La victime, après un certain temps, affiche un comportement bizarre. Elle ne contrôle plus ses actes, ne maîtrise plus ses réactions, perd  peu à peu le sens de la réflexion et du le raisonnement. En conséquence, l’intoxiquée, déjà malade, risque la folie ou la mort prématurée si la société ne fait rien pour la sauver. Elle est internée dans un hôpital pour recevoir des soins appropriés. Ce sont là, les effets, parmi tant d’autres, de la drogue.Or, ces effets, dans toutes leurs diversités n’existent pas et ne se manifestent pas dans le corps de celui qui absorbe l’EBOGA, bois sacré. Au contraire, on compte un nombre considérable de bwitistes atteignant des âges, très avancés et qui ont consommé l’EBOGA, bois sacré, depuis l’âge par exemple, de sept ans jusqu’au soir de leur vie qui peut durer quatre vingt, quatre vingt dix ou cent ans.

 Le fait de consommer souvent l’EBOGA, bois sacré, lors des initiations ou pour tout simplement avoir des perceptions extrasensorielles de l’esprit n’a jamais rendu quelqu’un malade, fou ou tout au moins un peu privé de raison. Plus de quatre vingt pour cent de la population gabonaise qui l’absorbent souvent et pendant des décennies serait malade, folle ou un peu aliénée. Il n’en est pourtant absolument rien.

 Quelqu’un qui a pris une bonne quantité d’EBOGA, bois sacré, au cours d’une initiation, quelle qu’elle soit, si on lui demande deux semaines ou même un mois après de goûter ne serait-ce qu’une toute petite dose d’EBOGA, bois sacré, va catégoriquement refuser, quelles que soient les pressions qu’on peut faire sur lui pour le convaincre. Les effets vibratoires de cet arbre, après son absorption, pour éveiller la conscience divine dans chacune des cellules qui composent tous les tissus et organes du corps humain et pour faire fonctionner harmonieusement les facultés psychiques qui sont au nombre de douze (12), sept  (7) majeurs et cinq (5) mineures, sont mystérieux et même difficiles à expliquer à celui qui ne les a pas encore expérimentés personnellement.Ce n’est que quelqu’un qui a déjà expérimenté, c’est-à-dire ressenti les effets de l’EBOGA, bois sacré, dans son corps, qui peut en parler librement comme je le fais, et non celui qui se dit chercheur et qui se limite, s’arrête uniquement aux explications de quelqu’un d’autre. Cet esprit de facilité, de méfiance et même de peur de l’inconnu est à bannir chez nous. Pourquoi l’inconnu nous fait peur ? Pourquoi la peur et non le courage d’affronter l’épreuve et de rencontrer cet inconnu ? Cependant nous voulons à tout pris voir, entendre, sentir Dieu et vivre dans son pouvoir.

 Mais, attention ! Quand Dieu se présente, on tremble comme Moïse et on veut entrer sous terre comme un vulgaire reptile. Déjà, une petite quantité de ses vibrations concentrée dans un arbre nous fait frémir de peur. A plus forte raison si sa haute fréquence vibratoire apparaissait devant nous. Elle disloquerait instantanément les atomes et les molécules qui composent notre corps. Heureusement que Dieu lui-même a révélé certaines conditions dans lesquelles nous pouvons faire cette expérience sans danger.
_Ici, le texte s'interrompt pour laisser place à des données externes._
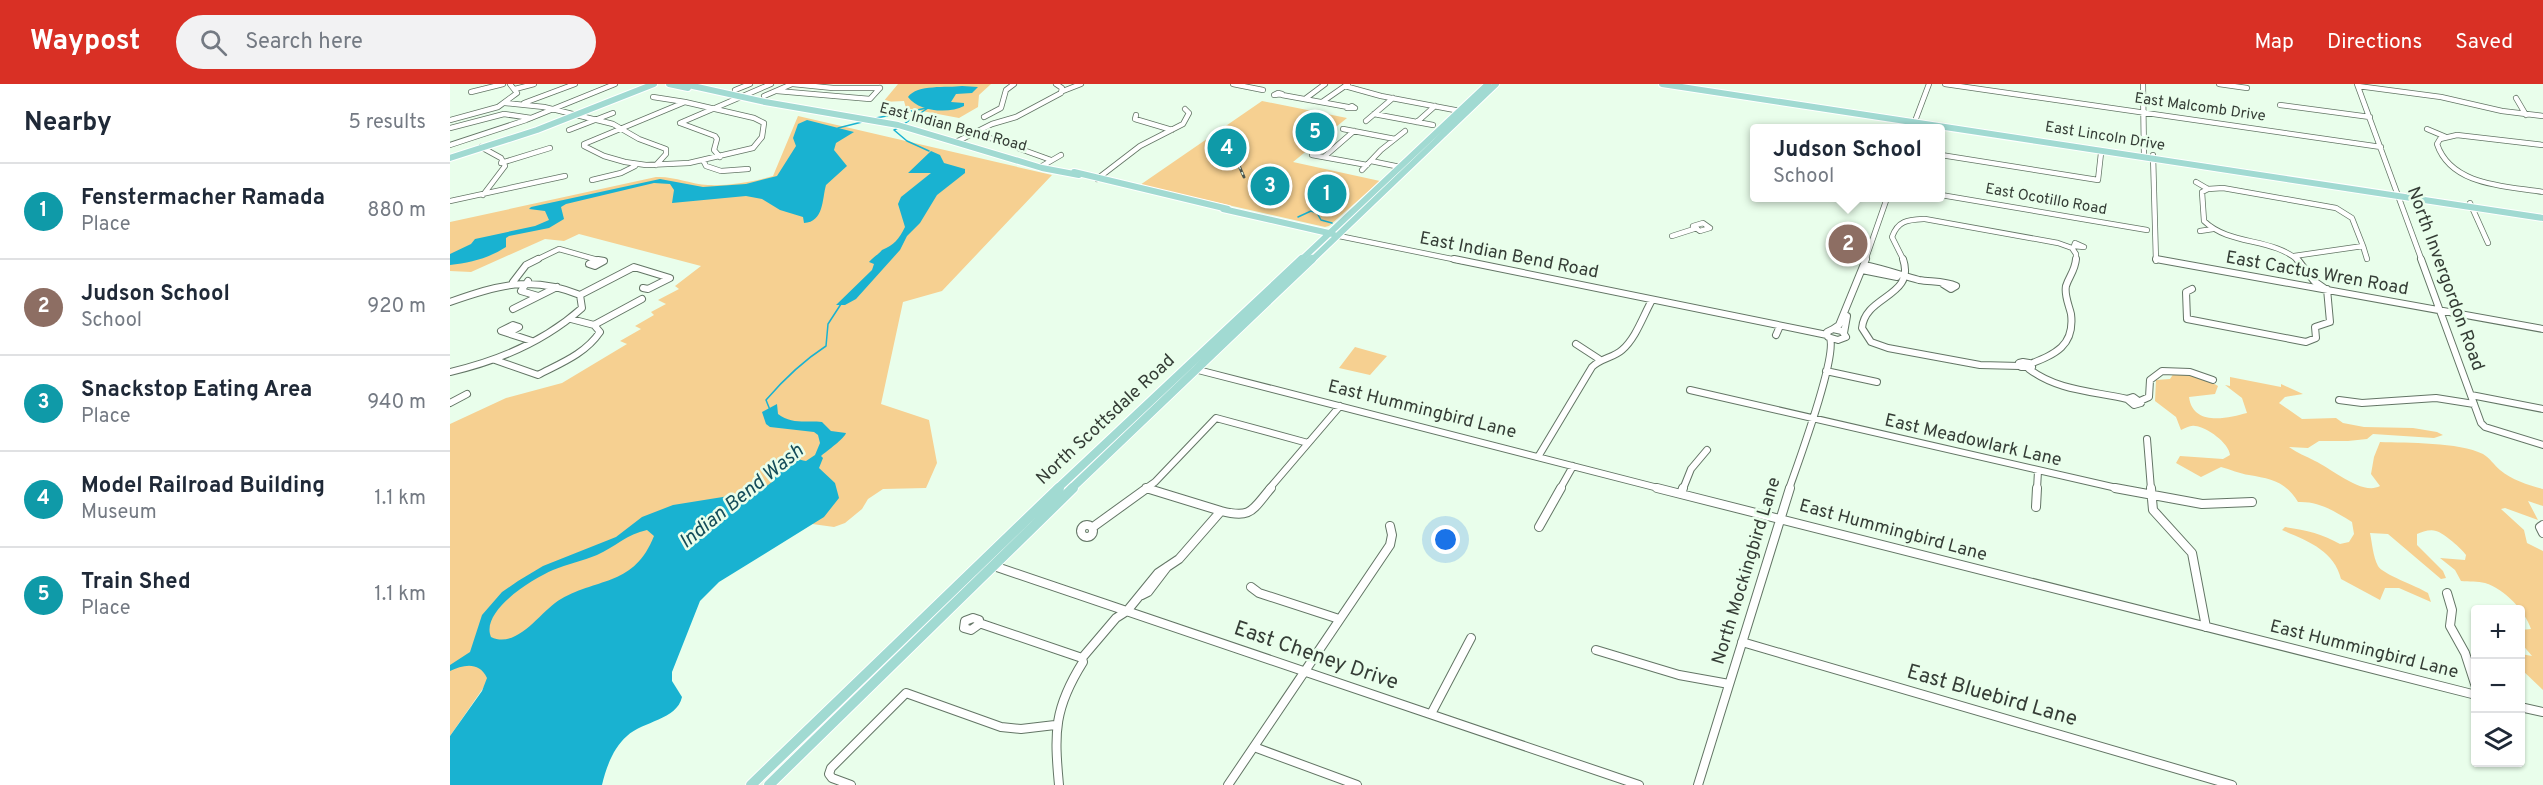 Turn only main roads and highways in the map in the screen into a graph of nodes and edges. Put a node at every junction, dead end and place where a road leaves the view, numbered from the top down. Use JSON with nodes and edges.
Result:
{"nodes":[{"id":1,"x":644,"y":84,"type":"edge"},
{"id":2,"x":654,"y":84,"type":"edge"},
{"id":3,"x":669,"y":84,"type":"edge"},
{"id":4,"x":684,"y":84,"type":"edge"},
{"id":5,"x":1496,"y":84,"type":"edge"},
{"id":6,"x":1662,"y":84,"type":"edge"},
{"id":7,"x":1677,"y":84,"type":"edge"},
{"id":8,"x":1489,"y":87,"type":"edge"},
{"id":9,"x":1709,"y":88,"type":"edge"},
{"id":10,"x":738,"y":98,"type":"junction"},
{"id":11,"x":1477,"y":103,"type":"junction"},
{"id":12,"x":1460,"y":111,"type":"junction"},
{"id":13,"x":574,"y":114,"type":"junction"},
{"id":14,"x":1914,"y":123,"type":"edge"},
{"id":15,"x":1452,"y":126,"type":"junction"},
{"id":16,"x":1945,"y":127,"type":"edge"},
{"id":17,"x":1425,"y":153,"type":"junction"},
{"id":18,"x":450,"y":156,"type":"edge"},
{"id":19,"x":1400,"y":167,"type":"junction"},
{"id":20,"x":2232,"y":168,"type":"joint"},
{"id":21,"x":2321,"y":182,"type":"joint"},
{"id":22,"x":1389,"y":187,"type":"junction"},
{"id":23,"x":2543,"y":216,"type":"edge"},
{"id":24,"x":1329,"y":233,"type":"junction"},
{"id":25,"x":1339,"y":236,"type":"junction"},
{"id":26,"x":1225,"y":344,"type":"junction"},
{"id":27,"x":1187,"y":368,"type":"junction"},
{"id":28,"x":1166,"y":400,"type":"junction"},
{"id":29,"x":751,"y":785,"type":"edge"},
{"id":30,"x":769,"y":785,"type":"edge"}],
"edges":[{"from":1,"to":13,"type":"main road"},
{"from":2,"to":13,"type":"main road"},
{"from":3,"to":10,"type":"main road","name":"East Indian Bend Road"},
{"from":4,"to":10,"type":"main road","name":"East Indian Bend Road"},
{"from":5,"to":8,"type":"main road","name":"North Scottsdale Road"},
{"from":6,"to":9,"type":"main road","name":"East Lincoln Drive"},
{"from":7,"to":9,"type":"main road","name":"East Lincoln Drive"},
{"from":8,"to":11,"type":"main road","name":"North Scottsdale Road"},
{"from":8,"to":12,"type":"main road","name":"North Scottsdale Road"},
{"from":9,"to":14,"type":"main road","name":"East Lincoln Drive"},
{"from":10,"to":24,"type":"main road","name":"East Indian Bend Road"},
{"from":11,"to":12,"type":"main road"},
{"from":11,"to":15,"type":"main road","name":"North Scottsdale Road"},
{"from":12,"to":15,"type":"main road"},
{"from":12,"to":19,"type":"main road","name":"North Scottsdale Road"},
{"from":13,"to":18,"type":"main road"},
{"from":15,"to":17,"type":"main road","name":"North Scottsdale Road"},
{"from":16,"to":20,"type":"main road","name":"East Lincoln Drive"},
{"from":17,"to":19,"type":"main road"},
{"from":17,"to":22,"type":"main road","name":"North Scottsdale Road"},
{"from":19,"to":22,"type":"main road"},
{"from":19,"to":24,"type":"main road","name":"North Scottsdale Road"},
{"from":20,"to":21,"type":"main road","name":"East Lincoln Drive"},
{"from":21,"to":23,"type":"main road","name":"East Lincoln Drive"},
{"from":22,"to":25,"type":"main road","name":"North Scottsdale Road"},
{"from":24,"to":25,"type":"main road","name":"East Indian Bend Road"},
{"from":24,"to":27,"type":"main road","name":"North Scottsdale Road"},
{"from":25,"to":26,"type":"main road","name":"North Scottsdale Road"},
{"from":26,"to":27,"type":"main road"},
{"from":26,"to":28,"type":"main road","name":"North Scottsdale Road"},
{"from":27,"to":28,"type":"main road"},
{"from":27,"to":29,"type":"main road","name":"North Scottsdale Road"},
{"from":28,"to":30,"type":"main road","name":"North Scottsdale Road"}]} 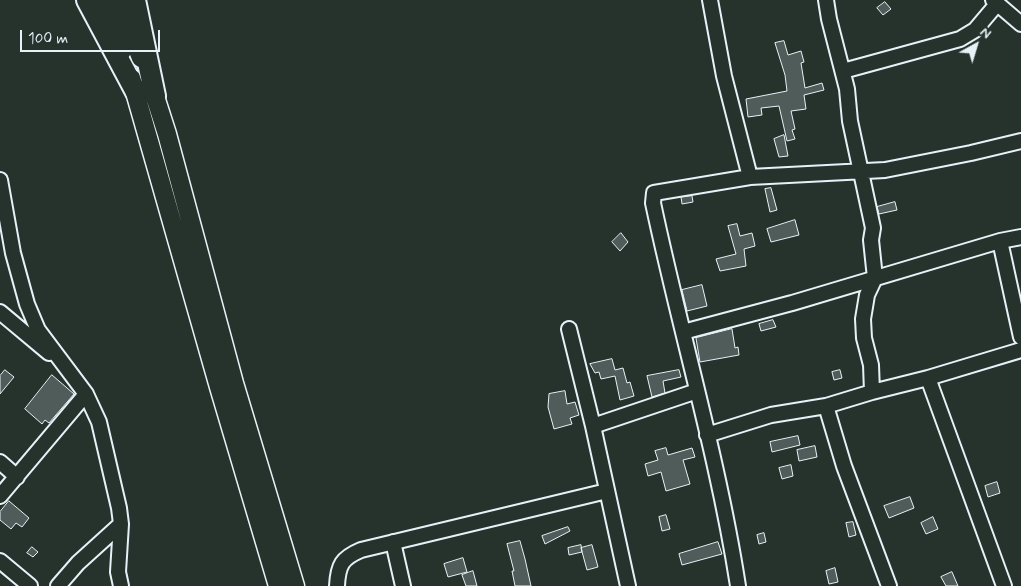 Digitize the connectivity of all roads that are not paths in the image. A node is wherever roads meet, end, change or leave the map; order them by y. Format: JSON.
{"nodes":[{"id":1,"x":87,"y":0,"type":"edge"},
{"id":2,"x":103,"y":0,"type":"edge"},
{"id":3,"x":118,"y":0,"type":"edge"},
{"id":4,"x":135,"y":0,"type":"edge"},
{"id":5,"x":710,"y":0,"type":"edge"},
{"id":6,"x":826,"y":0,"type":"edge"},
{"id":7,"x":995,"y":2,"type":"edge"},
{"id":8,"x":1021,"y":24,"type":"edge"},
{"id":9,"x":843,"y":71,"type":"junction"},
{"id":10,"x":146,"y":94,"type":"junction"},
{"id":11,"x":1021,"y":141,"type":"edge"},
{"id":12,"x":862,"y":171,"type":"junction"},
{"id":13,"x":750,"y":178,"type":"junction"},
{"id":14,"x":0,"y":180,"type":"edge"},
{"id":15,"x":1021,"y":237,"type":"edge"},
{"id":16,"x":1000,"y":241,"type":"junction"},
{"id":17,"x":875,"y":278,"type":"junction"},
{"id":18,"x":0,"y":312,"type":"edge"},
{"id":19,"x":569,"y":329,"type":"dead end"},
{"id":20,"x":683,"y":332,"type":"junction"},
{"id":21,"x":1021,"y":337,"type":"edge"},
{"id":22,"x":1021,"y":350,"type":"edge"},
{"id":23,"x":67,"y":368,"type":"junction"},
{"id":24,"x":928,"y":378,"type":"junction"},
{"id":25,"x":697,"y":391,"type":"junction"},
{"id":26,"x":872,"y":392,"type":"junction"},
{"id":27,"x":86,"y":394,"type":"junction"},
{"id":28,"x":826,"y":406,"type":"junction"},
{"id":29,"x":593,"y":426,"type":"junction"},
{"id":30,"x":707,"y":434,"type":"junction"},
{"id":31,"x":0,"y":462,"type":"edge"},
{"id":32,"x":17,"y":477,"type":"junction"},
{"id":33,"x":607,"y":491,"type":"junction"},
{"id":34,"x":0,"y":496,"type":"edge"},
{"id":35,"x":121,"y":524,"type":"junction"},
{"id":36,"x":394,"y":542,"type":"junction"},
{"id":37,"x":0,"y":561,"type":"edge"},
{"id":38,"x":30,"y":586,"type":"edge"},
{"id":39,"x":58,"y":586,"type":"edge"},
{"id":40,"x":122,"y":586,"type":"edge"},
{"id":41,"x":278,"y":586,"type":"edge"},
{"id":42,"x":295,"y":586,"type":"edge"},
{"id":43,"x":337,"y":586,"type":"edge"},
{"id":44,"x":403,"y":586,"type":"edge"},
{"id":45,"x":628,"y":586,"type":"edge"},
{"id":46,"x":738,"y":586,"type":"edge"},
{"id":47,"x":889,"y":586,"type":"edge"},
{"id":48,"x":1004,"y":586,"type":"edge"}],
"edges":[{"from":1,"to":10,"type":"highway"},
{"from":2,"to":10,"type":"main road"},
{"from":3,"to":10,"type":"main road"},
{"from":4,"to":10,"type":"highway"},
{"from":5,"to":13,"type":"street"},
{"from":6,"to":9,"type":"street"},
{"from":7,"to":8,"type":"street"},
{"from":7,"to":9,"type":"street"},
{"from":9,"to":12,"type":"street"},
{"from":10,"to":41,"type":"main road"},
{"from":10,"to":42,"type":"main road"},
{"from":11,"to":12,"type":"street"},
{"from":12,"to":13,"type":"street"},
{"from":12,"to":17,"type":"street"},
{"from":13,"to":20,"type":"street"},
{"from":14,"to":23,"type":"street"},
{"from":15,"to":16,"type":"street"},
{"from":16,"to":17,"type":"street"},
{"from":16,"to":21,"type":"street"},
{"from":17,"to":20,"type":"street"},
{"from":17,"to":26,"type":"street"},
{"from":18,"to":23,"type":"street"},
{"from":19,"to":29,"type":"street"},
{"from":20,"to":25,"type":"street"},
{"from":22,"to":24,"type":"street"},
{"from":23,"to":27,"type":"street"},
{"from":24,"to":26,"type":"street"},
{"from":24,"to":48,"type":"street"},
{"from":25,"to":29,"type":"street"},
{"from":25,"to":30,"type":"street"},
{"from":26,"to":28,"type":"street"},
{"from":27,"to":32,"type":"street"},
{"from":27,"to":35,"type":"street"},
{"from":28,"to":30,"type":"street"},
{"from":28,"to":47,"type":"street"},
{"from":29,"to":33,"type":"street"},
{"from":30,"to":46,"type":"street"},
{"from":31,"to":32,"type":"street"},
{"from":32,"to":34,"type":"street"},
{"from":33,"to":36,"type":"street"},
{"from":33,"to":45,"type":"street"},
{"from":35,"to":39,"type":"street"},
{"from":35,"to":40,"type":"street"},
{"from":36,"to":43,"type":"street"},
{"from":36,"to":44,"type":"street"},
{"from":37,"to":38,"type":"street"}]} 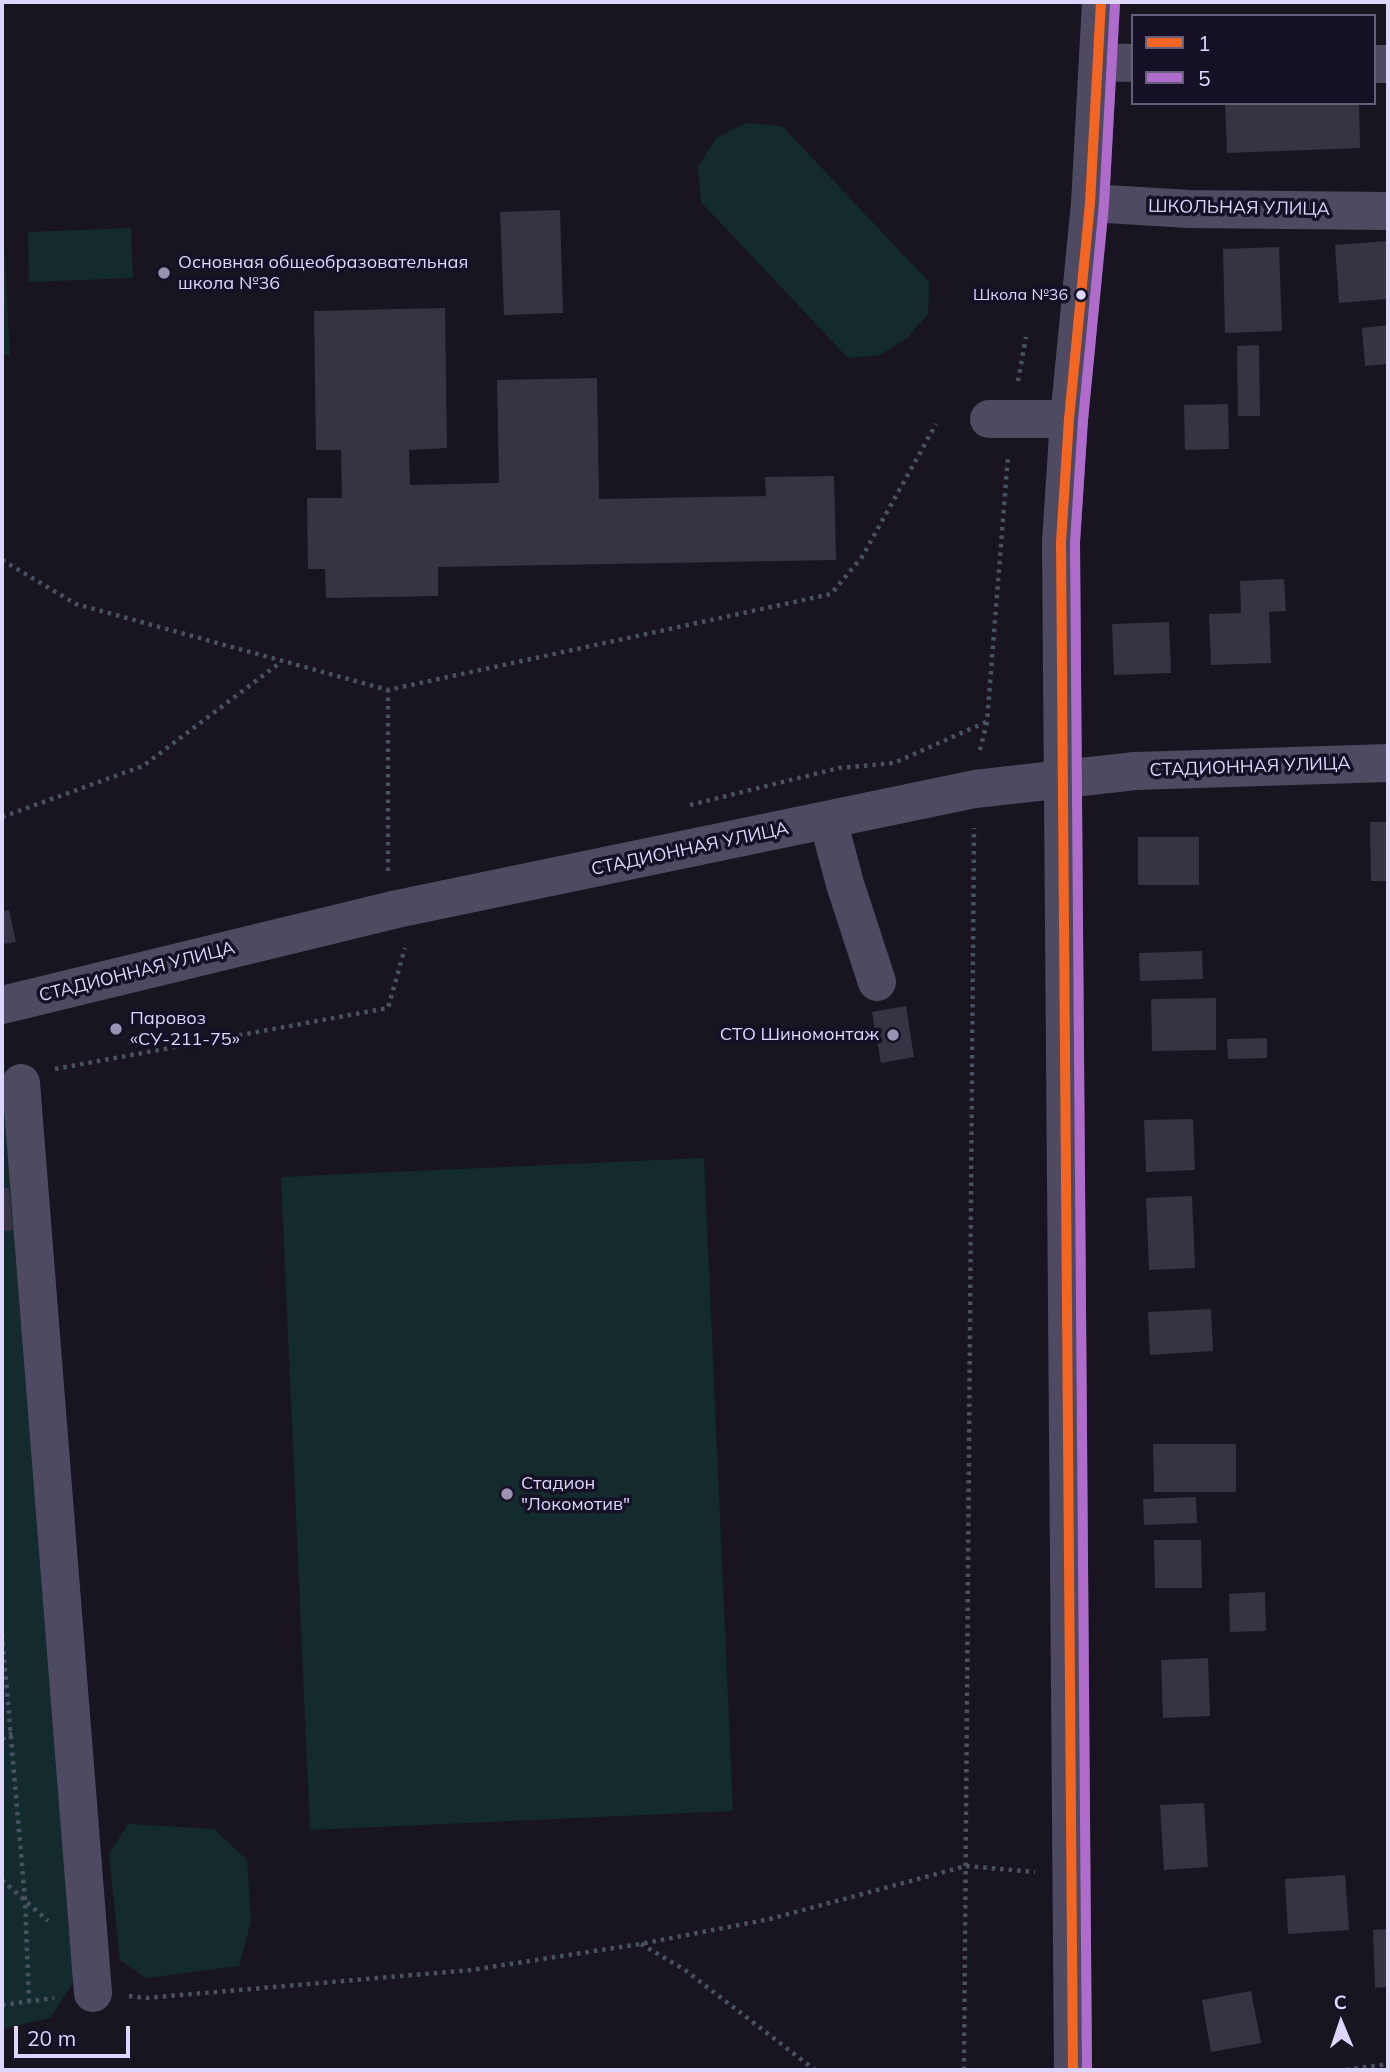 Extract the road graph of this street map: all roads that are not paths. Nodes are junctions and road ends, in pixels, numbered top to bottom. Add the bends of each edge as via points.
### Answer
1 (1101, 2) edge
2 (1115, 63) edge
3 (1090, 203) junction
4 (1388, 211) edge
5 (1001, 419) road end
6 (1069, 419) junction
7 (1388, 763) edge
8 (1061, 781) junction
9 (828, 820) junction
10 (877, 982) dead end
11 (2, 1005) edge
12 (21, 1083) road end
13 (93, 1993) road end
14 (1073, 2070) edge

1 - 2 street
2 - 3 street
3 - 4 street, ШКОЛЬНАЯ УЛИЦА
3 - 6 street
5 - 6 street
6 - 8 street via 1061,542
7 - 8 street, СТАДИОННАЯ УЛИЦА via 1135,771
8 - 9 street, СТАДИОННАЯ УЛИЦА via 975,789
8 - 14 street
9 - 10 street
9 - 11 street, СТАДИОННАЯ УЛИЦА via 397,909
12 - 13 street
 L’EBOGA, bois sacré, n’est par conséquent pas une drogue. C’est plutôt une plante, un arbuste ou un arbre (selon la grosseur ou la taille qu’il a au moment où vous le déracinez) aux propriétés spéciales, exceptionnelles et multiples, crée par Dieu et révélé par lui aux êtres humains pour jouer un rôle bien défini dans la technique initiatique, mystique et spirituelle.

 Les initiations mystico spirituelles bwitistes ou des autres religions, sectes et traditions, sont des épreuves de courage. Ce ne sont que les courageux qui percent et arrivent au sommet. Les peureux, les gens aux idées préconçues, ne tentent même pas. Et même s’ils tentent, ils ne vont jamais loin. Voilà pourquoi les personnes qui ont échoué dans leurs initiations bwitistes dénigrent souvent la tradition bwitiste et disent qu’il n’y a rien là-dedans.